Thanks for letting us see that all is not lost when you make a mistake (or two or three!) Re-doing sections is all part of knitting-it is knitting and we love the outcome so it is worth it! My grandma showed me, skilled needlewoman that she was, that mistakes come with the territory and are no reason to quit. Who taught you that lesson?


Kelley -
This comment is a bit off topic, but I wanted to reach you directly. I am an avid listener of your podcast and can't wait for it every week. I'm also an indie dyer, so I spend a lot of time with yarn, fiber and acid dyes. I was really concerned this week when you did your dyeing interview and specifically stated that you do not wear fine particle masks when dyeing. Dye powder is an inhalent hazard and can cause a lot of problems if breathed into the lungs. Anytime you have a jar open, there is a risk. Any persons who have a history of respiratory ailments, sinus infections, etc. or who have recently had a cold/cough/asthma are especially at risk.

Any NIOSH approved mask for fine particles is a must when working with powdered dyes. Personally, I work with highly concentrated, liquid stock solutions so that the time it's necessary to wear a mask is minimized. I simply mix a stock solution, store them in recycled Gatorade jars and mix from the liquid.

Also, if you're working over a simmering dye solution, it's a good idea to wear your mask. Very small dye particles can become airborn from the turbulent water, even at a low simmer.

Just wanted to let you know. Thanks for a great podcast - I love it.


Tommie Imbernino

I stopped knitting for a few years to quilt, and one of the things you learn early on is all quilts must have one error. That is to make sure you don't think you are perfect. Went back to my knitting, and knowing I should have an error or two just so I won't feel too important, I now leave it if it isn't that noticable.

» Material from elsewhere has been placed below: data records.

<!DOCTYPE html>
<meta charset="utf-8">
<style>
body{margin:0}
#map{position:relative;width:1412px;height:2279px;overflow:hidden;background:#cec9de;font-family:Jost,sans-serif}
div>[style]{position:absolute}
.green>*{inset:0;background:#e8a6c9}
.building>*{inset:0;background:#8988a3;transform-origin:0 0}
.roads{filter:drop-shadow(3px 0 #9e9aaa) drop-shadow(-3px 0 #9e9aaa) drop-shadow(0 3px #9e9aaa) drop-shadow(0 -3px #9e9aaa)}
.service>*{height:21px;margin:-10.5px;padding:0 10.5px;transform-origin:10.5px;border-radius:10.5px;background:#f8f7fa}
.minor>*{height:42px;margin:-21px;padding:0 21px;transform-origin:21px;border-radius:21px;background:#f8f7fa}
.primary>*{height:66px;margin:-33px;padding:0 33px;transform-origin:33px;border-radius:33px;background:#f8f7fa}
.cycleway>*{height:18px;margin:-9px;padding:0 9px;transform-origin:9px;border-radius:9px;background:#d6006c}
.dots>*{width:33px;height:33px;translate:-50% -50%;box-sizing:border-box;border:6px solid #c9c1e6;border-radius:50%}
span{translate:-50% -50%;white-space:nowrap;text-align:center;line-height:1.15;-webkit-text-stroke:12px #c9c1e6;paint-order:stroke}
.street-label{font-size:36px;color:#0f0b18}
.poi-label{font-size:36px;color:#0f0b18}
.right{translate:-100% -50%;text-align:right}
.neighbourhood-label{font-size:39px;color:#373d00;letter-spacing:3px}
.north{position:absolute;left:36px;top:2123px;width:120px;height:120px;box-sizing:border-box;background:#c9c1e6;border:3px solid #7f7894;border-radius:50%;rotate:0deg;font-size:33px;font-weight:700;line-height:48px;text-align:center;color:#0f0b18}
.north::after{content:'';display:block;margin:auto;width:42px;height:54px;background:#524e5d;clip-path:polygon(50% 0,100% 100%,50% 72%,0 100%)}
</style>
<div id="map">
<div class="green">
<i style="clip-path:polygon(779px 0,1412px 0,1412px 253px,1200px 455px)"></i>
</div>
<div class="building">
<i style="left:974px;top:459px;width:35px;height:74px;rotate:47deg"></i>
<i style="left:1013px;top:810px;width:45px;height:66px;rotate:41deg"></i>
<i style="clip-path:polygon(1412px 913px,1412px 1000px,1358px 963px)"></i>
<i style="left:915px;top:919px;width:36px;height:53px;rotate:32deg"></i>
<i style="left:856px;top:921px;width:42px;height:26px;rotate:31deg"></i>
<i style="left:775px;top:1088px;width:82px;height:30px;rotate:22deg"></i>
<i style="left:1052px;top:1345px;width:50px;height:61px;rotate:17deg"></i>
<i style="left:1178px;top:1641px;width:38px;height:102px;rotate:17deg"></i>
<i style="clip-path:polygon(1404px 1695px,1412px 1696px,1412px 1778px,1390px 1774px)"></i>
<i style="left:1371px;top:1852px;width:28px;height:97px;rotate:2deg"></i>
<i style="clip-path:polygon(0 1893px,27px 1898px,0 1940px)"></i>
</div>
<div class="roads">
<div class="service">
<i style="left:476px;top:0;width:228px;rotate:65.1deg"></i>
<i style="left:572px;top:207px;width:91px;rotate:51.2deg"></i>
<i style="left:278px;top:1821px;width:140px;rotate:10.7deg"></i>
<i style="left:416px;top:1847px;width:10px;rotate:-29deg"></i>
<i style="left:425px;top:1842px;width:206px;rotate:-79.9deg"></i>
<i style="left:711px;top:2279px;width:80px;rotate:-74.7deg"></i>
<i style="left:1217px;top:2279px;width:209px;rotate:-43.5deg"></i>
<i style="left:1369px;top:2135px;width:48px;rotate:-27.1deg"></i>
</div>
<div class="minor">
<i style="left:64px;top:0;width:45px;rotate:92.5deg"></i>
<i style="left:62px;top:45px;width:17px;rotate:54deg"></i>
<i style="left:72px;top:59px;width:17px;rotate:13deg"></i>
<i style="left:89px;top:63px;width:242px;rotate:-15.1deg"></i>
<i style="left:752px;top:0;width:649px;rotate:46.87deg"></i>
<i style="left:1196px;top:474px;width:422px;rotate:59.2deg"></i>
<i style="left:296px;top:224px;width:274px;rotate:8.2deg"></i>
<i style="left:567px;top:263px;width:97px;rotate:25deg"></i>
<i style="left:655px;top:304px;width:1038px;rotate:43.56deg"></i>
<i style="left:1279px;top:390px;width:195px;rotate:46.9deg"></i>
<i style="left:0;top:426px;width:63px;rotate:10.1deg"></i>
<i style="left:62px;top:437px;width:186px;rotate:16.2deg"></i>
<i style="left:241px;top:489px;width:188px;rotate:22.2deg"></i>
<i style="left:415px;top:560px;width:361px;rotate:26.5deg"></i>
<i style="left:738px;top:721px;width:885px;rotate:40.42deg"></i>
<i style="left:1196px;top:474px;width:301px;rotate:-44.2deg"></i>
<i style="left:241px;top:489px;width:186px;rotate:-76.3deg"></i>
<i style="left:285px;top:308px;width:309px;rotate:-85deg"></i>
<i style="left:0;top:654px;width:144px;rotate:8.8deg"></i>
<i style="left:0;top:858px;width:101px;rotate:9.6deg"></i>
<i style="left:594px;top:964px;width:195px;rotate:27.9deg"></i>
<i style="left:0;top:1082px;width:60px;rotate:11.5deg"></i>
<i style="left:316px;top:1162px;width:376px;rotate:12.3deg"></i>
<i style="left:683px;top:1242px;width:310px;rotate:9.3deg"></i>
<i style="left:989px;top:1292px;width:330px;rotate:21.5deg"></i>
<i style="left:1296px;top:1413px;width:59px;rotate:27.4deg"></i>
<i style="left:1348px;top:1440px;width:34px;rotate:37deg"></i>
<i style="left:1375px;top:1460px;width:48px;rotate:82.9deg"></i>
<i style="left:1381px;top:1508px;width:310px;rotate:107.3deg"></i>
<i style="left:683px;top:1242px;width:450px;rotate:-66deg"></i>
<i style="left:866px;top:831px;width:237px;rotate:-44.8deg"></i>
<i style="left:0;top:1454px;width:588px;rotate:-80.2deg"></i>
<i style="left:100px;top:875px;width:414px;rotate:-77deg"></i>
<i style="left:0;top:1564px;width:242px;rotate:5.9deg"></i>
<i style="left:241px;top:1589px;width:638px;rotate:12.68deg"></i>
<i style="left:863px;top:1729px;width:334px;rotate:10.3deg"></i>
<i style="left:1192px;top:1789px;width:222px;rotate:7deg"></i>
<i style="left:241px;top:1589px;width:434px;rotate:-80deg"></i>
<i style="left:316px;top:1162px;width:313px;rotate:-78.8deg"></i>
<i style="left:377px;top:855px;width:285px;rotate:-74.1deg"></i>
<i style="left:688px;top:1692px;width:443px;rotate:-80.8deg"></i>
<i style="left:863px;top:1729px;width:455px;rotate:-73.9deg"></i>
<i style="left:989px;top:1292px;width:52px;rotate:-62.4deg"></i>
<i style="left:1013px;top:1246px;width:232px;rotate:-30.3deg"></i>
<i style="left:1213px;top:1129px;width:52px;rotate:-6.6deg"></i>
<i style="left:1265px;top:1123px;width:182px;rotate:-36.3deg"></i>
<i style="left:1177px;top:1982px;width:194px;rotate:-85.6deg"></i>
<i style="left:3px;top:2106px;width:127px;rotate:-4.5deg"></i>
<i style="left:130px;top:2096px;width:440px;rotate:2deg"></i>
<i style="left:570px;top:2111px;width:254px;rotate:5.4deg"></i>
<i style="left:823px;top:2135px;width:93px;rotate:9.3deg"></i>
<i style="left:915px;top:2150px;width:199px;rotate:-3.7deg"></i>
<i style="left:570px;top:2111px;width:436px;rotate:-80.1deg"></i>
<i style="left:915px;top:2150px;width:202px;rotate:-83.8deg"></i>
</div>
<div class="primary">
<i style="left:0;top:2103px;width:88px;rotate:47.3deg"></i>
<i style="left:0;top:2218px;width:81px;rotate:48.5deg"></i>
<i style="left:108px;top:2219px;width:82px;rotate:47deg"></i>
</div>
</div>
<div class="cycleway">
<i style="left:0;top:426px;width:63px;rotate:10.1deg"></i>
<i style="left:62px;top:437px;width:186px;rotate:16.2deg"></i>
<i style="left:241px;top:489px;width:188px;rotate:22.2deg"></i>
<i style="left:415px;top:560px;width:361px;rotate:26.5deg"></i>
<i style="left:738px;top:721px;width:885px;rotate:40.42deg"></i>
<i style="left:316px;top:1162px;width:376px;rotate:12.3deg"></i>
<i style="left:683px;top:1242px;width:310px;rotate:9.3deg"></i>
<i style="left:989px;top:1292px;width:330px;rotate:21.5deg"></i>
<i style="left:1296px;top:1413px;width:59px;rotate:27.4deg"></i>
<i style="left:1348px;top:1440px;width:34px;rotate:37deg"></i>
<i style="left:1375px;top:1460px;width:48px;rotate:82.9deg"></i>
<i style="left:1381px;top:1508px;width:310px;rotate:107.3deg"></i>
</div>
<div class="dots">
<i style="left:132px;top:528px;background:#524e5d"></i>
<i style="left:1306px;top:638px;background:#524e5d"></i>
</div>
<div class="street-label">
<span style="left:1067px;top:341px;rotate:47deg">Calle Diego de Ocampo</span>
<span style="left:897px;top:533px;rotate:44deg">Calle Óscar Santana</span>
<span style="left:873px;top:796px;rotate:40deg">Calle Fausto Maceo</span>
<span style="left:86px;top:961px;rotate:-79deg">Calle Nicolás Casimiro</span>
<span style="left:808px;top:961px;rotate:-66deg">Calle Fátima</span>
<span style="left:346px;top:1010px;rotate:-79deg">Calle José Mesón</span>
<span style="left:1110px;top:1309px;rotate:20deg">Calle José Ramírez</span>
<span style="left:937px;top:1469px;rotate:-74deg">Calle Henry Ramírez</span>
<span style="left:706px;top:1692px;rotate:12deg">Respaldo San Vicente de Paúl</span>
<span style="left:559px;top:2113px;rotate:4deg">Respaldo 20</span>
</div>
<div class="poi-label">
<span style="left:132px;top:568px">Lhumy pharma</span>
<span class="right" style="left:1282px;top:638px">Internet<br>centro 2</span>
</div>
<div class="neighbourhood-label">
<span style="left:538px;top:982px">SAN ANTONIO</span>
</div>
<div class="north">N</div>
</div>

I was working on a cabled sweater and found a mistake in a cable two rows down. I thought of this entry and decided to try it instead of frogging. It worked great, but I am not sure if I would be up to what you did. thanks for the hit.


Hi Kelly,
I've done this to a cabled sweater or two (or three) myself... and call it "performing surgery" on my knitting. It may be scary but it gives such a feeling of accomplishment when done.


It is always comforting to know that even the best knitters make mistakes, but more important is seeing that they can be fixed. The first time I used this method, rather than frogging, I was absolutely elated when I saw that it really could work! Now, all I have to do is find an equally logical way to fix mistakes in lace!